### [Exercise directions]
Below are records; work out how many of their lines hold the string "JACARANDA" and give that number alone.

::: Exercise data

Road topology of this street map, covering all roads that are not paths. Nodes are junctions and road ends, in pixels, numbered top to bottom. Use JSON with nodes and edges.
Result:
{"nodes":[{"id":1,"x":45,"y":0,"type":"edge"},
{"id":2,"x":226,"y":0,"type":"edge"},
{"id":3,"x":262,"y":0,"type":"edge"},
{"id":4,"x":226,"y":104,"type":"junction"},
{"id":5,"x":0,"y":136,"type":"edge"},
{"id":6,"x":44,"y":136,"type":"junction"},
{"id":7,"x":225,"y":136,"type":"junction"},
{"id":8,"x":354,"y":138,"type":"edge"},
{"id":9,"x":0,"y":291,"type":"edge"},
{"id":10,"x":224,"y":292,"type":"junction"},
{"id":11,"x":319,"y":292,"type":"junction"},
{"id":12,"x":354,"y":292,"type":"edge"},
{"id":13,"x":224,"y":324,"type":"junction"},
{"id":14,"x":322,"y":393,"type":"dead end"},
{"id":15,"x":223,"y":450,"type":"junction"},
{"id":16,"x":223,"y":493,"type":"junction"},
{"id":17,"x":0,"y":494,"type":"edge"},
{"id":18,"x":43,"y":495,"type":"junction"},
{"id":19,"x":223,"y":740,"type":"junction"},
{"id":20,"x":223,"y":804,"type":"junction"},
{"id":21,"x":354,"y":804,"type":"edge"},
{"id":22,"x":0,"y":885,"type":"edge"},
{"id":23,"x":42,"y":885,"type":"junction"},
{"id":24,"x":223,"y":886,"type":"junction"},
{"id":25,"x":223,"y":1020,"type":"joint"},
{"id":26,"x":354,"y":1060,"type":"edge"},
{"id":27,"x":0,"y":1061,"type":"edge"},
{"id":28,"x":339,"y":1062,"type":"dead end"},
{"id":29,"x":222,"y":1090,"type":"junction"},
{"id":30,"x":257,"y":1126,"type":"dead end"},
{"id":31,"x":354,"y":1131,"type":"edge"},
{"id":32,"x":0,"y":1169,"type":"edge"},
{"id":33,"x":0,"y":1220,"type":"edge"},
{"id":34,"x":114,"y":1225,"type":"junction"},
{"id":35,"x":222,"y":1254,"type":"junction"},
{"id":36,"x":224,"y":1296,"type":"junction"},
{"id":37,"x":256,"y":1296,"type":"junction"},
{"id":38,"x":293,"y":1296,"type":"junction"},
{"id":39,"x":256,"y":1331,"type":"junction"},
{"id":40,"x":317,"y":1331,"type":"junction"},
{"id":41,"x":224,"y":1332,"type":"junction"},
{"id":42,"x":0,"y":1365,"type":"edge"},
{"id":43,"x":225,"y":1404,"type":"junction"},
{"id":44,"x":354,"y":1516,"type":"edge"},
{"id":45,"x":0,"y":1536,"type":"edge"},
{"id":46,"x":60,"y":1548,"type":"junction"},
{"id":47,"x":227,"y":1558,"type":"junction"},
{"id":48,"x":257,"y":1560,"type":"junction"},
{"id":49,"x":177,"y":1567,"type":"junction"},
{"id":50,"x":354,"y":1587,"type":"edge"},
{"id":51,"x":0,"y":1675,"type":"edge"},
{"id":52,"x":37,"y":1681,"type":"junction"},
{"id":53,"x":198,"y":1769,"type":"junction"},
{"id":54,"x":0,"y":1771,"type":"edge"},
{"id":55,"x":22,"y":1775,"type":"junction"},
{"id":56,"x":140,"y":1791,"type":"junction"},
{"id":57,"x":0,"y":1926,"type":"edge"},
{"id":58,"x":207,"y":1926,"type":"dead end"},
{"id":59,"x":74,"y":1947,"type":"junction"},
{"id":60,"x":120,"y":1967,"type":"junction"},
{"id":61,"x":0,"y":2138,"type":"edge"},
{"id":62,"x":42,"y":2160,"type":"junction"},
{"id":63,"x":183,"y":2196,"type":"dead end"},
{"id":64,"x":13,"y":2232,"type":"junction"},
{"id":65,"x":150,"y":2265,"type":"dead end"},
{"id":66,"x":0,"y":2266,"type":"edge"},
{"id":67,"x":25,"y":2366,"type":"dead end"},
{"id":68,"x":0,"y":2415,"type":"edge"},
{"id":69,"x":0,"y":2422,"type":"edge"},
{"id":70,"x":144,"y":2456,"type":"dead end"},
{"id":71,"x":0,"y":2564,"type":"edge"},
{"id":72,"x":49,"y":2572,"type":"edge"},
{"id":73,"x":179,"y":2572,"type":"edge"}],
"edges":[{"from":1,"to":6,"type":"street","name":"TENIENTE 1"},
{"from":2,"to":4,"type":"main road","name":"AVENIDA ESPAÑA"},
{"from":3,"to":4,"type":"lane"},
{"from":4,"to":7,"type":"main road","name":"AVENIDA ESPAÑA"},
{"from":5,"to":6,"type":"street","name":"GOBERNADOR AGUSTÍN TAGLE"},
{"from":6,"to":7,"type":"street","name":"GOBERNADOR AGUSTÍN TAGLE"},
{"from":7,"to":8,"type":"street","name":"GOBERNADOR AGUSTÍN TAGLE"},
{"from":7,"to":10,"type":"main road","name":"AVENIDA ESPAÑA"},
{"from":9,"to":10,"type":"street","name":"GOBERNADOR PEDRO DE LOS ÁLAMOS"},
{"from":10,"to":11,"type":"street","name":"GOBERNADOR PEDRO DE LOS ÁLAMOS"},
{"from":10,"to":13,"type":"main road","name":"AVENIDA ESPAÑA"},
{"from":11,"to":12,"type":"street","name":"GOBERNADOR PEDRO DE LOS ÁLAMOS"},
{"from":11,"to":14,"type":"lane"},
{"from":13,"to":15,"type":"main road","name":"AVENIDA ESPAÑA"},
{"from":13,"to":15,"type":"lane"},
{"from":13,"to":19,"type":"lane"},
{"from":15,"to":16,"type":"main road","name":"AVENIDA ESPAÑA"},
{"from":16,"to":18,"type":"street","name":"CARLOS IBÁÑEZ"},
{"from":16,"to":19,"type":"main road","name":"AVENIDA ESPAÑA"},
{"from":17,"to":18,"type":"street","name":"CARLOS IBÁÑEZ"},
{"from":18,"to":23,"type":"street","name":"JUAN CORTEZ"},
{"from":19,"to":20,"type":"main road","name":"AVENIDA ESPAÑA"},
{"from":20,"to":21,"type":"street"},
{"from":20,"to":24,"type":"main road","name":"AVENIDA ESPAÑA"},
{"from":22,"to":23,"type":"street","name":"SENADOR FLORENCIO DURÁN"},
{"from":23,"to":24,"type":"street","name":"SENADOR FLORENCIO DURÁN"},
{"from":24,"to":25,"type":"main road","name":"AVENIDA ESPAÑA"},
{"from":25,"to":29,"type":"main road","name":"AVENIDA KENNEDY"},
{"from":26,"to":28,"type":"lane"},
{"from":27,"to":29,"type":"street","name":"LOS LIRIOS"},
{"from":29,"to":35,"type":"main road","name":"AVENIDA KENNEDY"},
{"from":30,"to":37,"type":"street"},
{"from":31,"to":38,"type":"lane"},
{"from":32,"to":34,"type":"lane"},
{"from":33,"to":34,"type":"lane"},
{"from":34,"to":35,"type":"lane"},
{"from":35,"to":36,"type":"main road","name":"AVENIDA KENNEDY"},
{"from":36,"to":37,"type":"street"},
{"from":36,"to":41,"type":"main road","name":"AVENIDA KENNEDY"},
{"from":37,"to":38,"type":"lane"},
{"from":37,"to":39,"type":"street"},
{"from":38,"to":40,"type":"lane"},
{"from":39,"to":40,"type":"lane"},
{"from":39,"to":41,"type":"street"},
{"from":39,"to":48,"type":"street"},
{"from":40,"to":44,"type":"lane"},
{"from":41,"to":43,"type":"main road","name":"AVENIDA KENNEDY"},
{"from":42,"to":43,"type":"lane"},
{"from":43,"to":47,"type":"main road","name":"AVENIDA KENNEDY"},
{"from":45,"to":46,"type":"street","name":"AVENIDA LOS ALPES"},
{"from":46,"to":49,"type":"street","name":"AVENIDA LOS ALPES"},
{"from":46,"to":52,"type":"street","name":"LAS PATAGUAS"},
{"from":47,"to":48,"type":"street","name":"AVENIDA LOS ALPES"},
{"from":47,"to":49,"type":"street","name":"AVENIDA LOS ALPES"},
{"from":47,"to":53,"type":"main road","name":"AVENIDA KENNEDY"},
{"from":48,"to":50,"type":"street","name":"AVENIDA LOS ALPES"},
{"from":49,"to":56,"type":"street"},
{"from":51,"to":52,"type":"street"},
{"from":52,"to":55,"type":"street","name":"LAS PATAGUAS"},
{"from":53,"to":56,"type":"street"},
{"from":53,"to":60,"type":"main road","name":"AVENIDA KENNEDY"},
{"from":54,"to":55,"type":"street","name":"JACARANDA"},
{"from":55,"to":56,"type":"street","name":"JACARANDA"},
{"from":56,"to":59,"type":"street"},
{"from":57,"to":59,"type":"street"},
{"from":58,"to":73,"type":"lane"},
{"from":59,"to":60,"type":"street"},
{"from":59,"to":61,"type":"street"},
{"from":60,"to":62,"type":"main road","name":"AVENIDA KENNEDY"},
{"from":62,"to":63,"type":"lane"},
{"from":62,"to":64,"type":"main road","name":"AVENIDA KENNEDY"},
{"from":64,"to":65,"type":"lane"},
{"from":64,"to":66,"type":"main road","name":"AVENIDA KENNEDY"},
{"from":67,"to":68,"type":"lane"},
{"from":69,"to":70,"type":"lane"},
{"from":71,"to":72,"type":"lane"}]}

::::::

### [Your solution]
2